- [Input for this task]
------------------------------------
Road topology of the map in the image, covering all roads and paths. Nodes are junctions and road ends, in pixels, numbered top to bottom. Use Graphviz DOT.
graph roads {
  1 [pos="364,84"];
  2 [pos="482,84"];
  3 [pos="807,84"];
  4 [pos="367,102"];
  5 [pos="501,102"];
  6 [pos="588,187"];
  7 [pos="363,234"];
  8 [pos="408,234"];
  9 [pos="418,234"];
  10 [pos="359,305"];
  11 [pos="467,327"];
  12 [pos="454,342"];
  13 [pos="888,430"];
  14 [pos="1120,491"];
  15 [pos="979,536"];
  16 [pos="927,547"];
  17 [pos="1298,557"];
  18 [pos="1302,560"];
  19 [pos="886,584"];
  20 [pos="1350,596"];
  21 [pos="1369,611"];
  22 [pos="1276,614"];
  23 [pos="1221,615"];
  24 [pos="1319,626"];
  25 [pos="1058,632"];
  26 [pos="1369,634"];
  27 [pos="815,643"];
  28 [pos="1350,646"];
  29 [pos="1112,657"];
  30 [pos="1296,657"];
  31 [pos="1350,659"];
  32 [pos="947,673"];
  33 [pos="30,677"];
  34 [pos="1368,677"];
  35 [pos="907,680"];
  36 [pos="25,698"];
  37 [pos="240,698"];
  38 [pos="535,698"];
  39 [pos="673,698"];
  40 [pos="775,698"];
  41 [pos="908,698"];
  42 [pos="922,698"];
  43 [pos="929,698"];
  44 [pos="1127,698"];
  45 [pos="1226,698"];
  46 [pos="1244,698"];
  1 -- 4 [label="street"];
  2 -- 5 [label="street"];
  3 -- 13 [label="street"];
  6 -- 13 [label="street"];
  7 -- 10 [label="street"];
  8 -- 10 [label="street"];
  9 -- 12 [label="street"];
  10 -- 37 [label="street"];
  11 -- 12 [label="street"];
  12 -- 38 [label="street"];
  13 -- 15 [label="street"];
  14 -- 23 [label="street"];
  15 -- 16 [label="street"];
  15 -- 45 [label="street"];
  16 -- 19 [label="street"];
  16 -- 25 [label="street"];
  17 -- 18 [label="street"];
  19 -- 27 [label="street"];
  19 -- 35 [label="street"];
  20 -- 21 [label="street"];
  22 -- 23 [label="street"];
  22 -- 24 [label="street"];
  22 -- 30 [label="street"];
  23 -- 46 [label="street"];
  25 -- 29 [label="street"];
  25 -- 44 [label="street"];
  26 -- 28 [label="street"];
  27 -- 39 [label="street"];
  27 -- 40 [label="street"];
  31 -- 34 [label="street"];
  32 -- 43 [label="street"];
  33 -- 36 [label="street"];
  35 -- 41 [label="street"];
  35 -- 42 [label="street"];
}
------------------------------------
- [What you need to do]
Each line above should appear again, reproduced exactly.

- [Task response]
Road topology of the map in the image, covering all roads and paths. Nodes are junctions and road ends, in pixels, numbered top to bottom. Use Graphviz DOT.
graph roads {
  1 [pos="364,84"];
  2 [pos="482,84"];
  3 [pos="807,84"];
  4 [pos="367,102"];
  5 [pos="501,102"];
  6 [pos="588,187"];
  7 [pos="363,234"];
  8 [pos="408,234"];
  9 [pos="418,234"];
  10 [pos="359,305"];
  11 [pos="467,327"];
  12 [pos="454,342"];
  13 [pos="888,430"];
  14 [pos="1120,491"];
  15 [pos="979,536"];
  16 [pos="927,547"];
  17 [pos="1298,557"];
  18 [pos="1302,560"];
  19 [pos="886,584"];
  20 [pos="1350,596"];
  21 [pos="1369,611"];
  22 [pos="1276,614"];
  23 [pos="1221,615"];
  24 [pos="1319,626"];
  25 [pos="1058,632"];
  26 [pos="1369,634"];
  27 [pos="815,643"];
  28 [pos="1350,646"];
  29 [pos="1112,657"];
  30 [pos="1296,657"];
  31 [pos="1350,659"];
  32 [pos="947,673"];
  33 [pos="30,677"];
  34 [pos="1368,677"];
  35 [pos="907,680"];
  36 [pos="25,698"];
  37 [pos="240,698"];
  38 [pos="535,698"];
  39 [pos="673,698"];
  40 [pos="775,698"];
  41 [pos="908,698"];
  42 [pos="922,698"];
  43 [pos="929,698"];
  44 [pos="1127,698"];
  45 [pos="1226,698"];
  46 [pos="1244,698"];
  1 -- 4 [label="street"];
  2 -- 5 [label="street"];
  3 -- 13 [label="street"];
  6 -- 13 [label="street"];
  7 -- 10 [label="street"];
  8 -- 10 [label="street"];
  9 -- 12 [label="street"];
  10 -- 37 [label="street"];
  11 -- 12 [label="street"];
  12 -- 38 [label="street"];
  13 -- 15 [label="street"];
  14 -- 23 [label="street"];
  15 -- 16 [label="street"];
  15 -- 45 [label="street"];
  16 -- 19 [label="street"];
  16 -- 25 [label="street"];
  17 -- 18 [label="street"];
  19 -- 27 [label="street"];
  19 -- 35 [label="street"];
  20 -- 21 [label="street"];
  22 -- 23 [label="street"];
  22 -- 24 [label="street"];
  22 -- 30 [label="street"];
  23 -- 46 [label="street"];
  25 -- 29 [label="street"];
  25 -- 44 [label="street"];
  26 -- 28 [label="street"];
  27 -- 39 [label="street"];
  27 -- 40 [label="street"];
  31 -- 34 [label="street"];
  32 -- 43 [label="street"];
  33 -- 36 [label="street"];
  35 -- 41 [label="street"];
  35 -- 42 [label="street"];
}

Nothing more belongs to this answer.